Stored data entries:

* * *

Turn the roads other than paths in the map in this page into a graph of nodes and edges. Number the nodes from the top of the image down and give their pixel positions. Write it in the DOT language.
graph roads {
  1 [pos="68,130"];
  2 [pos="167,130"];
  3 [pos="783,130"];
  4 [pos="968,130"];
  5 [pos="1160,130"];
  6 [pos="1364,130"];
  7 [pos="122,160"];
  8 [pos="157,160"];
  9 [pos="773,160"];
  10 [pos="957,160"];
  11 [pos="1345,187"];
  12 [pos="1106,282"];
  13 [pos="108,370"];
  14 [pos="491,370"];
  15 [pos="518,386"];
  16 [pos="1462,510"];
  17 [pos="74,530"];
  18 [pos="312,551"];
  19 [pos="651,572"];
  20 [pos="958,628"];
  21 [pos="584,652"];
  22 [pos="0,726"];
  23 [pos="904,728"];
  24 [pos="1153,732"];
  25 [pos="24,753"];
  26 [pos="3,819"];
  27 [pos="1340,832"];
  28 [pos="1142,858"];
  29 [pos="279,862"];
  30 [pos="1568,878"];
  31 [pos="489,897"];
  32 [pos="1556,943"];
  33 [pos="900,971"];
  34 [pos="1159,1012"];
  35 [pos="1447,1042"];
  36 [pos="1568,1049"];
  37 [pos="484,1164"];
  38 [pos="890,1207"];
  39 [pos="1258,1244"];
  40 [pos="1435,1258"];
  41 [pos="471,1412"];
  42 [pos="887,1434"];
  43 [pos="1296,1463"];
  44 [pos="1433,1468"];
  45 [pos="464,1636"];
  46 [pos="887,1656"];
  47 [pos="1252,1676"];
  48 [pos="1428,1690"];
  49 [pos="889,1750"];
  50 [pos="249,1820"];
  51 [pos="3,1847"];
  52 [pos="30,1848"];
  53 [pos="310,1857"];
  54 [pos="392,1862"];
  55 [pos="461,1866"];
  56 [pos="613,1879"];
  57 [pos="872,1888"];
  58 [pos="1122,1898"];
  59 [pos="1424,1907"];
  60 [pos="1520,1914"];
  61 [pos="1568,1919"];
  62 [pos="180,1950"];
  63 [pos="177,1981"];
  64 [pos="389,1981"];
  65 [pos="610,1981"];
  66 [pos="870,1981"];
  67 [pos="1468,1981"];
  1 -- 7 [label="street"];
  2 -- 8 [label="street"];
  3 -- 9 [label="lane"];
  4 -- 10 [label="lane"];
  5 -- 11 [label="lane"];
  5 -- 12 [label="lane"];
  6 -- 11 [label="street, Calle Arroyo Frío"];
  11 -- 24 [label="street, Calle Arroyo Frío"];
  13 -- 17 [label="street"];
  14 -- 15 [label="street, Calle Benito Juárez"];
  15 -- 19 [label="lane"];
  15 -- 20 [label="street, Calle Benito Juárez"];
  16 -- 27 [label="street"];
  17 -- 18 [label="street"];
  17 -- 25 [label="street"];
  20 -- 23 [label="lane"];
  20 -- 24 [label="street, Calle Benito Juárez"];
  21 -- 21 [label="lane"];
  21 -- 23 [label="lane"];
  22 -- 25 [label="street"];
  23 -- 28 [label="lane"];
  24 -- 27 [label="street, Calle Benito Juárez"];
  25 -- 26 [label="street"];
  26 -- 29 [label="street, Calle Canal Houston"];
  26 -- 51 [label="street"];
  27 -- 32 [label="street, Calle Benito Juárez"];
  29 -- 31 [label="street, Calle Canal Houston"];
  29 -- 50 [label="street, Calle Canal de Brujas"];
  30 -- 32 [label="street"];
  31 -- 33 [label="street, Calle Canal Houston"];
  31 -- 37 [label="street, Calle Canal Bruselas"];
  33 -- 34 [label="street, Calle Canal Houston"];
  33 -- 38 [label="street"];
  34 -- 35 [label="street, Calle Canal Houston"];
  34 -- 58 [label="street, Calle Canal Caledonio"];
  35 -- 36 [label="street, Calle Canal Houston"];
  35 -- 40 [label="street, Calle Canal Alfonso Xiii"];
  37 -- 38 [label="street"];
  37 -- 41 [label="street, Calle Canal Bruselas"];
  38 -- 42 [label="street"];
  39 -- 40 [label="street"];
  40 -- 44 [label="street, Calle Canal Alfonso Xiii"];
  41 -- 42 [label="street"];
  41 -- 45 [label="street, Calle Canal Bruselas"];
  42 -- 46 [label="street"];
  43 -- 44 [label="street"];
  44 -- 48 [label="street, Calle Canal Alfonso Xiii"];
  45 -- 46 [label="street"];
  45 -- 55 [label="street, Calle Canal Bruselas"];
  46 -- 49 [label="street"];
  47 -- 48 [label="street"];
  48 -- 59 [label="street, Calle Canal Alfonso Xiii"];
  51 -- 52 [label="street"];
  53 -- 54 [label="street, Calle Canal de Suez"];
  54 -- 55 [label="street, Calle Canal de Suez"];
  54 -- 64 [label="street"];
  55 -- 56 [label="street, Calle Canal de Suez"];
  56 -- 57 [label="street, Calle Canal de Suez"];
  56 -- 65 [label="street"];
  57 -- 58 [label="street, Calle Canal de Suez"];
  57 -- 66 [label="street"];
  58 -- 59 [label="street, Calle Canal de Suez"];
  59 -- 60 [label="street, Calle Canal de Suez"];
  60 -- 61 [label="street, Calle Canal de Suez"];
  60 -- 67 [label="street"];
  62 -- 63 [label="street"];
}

* * *

Across the records, count each line that holds the string "Alfonso". Respond with the number only.

4